Segment Start: DATA FOR PROCESSING

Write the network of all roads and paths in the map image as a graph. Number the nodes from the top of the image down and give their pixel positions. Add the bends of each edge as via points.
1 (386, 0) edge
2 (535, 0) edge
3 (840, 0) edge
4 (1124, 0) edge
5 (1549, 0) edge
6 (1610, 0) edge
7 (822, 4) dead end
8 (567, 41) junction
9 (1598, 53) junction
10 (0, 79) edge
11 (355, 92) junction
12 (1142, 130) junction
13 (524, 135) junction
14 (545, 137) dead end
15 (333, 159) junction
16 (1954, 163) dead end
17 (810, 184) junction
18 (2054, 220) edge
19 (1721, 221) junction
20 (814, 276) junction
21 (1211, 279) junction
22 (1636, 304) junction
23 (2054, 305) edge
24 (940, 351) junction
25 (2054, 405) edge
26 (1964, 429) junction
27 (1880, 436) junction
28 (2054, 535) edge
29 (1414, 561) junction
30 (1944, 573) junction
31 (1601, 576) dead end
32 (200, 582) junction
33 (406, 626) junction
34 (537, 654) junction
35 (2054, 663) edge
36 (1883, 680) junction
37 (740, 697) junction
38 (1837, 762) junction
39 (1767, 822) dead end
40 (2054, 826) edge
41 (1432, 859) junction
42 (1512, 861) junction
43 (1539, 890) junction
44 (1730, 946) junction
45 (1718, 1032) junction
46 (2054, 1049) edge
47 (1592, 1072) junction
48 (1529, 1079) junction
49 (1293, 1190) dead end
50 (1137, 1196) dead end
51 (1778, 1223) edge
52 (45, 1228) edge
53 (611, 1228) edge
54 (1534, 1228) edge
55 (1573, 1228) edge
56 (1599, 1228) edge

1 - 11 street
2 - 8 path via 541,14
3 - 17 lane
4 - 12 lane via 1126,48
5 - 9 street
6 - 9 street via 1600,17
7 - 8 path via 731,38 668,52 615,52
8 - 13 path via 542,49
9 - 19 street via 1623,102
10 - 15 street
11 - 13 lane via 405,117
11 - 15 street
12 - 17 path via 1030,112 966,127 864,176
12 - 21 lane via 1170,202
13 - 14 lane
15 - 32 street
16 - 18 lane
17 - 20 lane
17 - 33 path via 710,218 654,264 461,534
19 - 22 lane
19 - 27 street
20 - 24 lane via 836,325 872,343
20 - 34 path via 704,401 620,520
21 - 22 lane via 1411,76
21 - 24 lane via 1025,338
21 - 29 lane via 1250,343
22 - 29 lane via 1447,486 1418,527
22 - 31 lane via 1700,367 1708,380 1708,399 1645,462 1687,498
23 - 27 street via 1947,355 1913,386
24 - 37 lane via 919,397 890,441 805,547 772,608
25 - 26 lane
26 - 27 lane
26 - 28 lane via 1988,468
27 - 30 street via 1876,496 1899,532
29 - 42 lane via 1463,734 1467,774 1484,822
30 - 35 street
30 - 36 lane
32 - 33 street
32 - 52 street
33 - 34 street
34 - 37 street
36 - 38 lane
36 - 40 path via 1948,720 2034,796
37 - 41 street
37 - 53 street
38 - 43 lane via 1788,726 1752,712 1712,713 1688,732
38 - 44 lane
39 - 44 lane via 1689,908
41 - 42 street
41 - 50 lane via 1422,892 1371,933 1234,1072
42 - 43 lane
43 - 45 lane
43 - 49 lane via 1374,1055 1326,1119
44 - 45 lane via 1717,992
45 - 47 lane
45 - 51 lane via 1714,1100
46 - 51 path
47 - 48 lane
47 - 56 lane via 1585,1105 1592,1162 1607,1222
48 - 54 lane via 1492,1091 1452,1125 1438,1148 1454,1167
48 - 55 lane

Segment End: DATA FOR PROCESSING

**WHAT IS EXPECTED**:
Every line of the listing that includes "dead" must be shown.

**COMPLETED EXERCISE**:
7 (822, 4) dead end
14 (545, 137) dead end
16 (1954, 163) dead end
31 (1601, 576) dead end
39 (1767, 822) dead end
49 (1293, 1190) dead end
50 (1137, 1196) dead end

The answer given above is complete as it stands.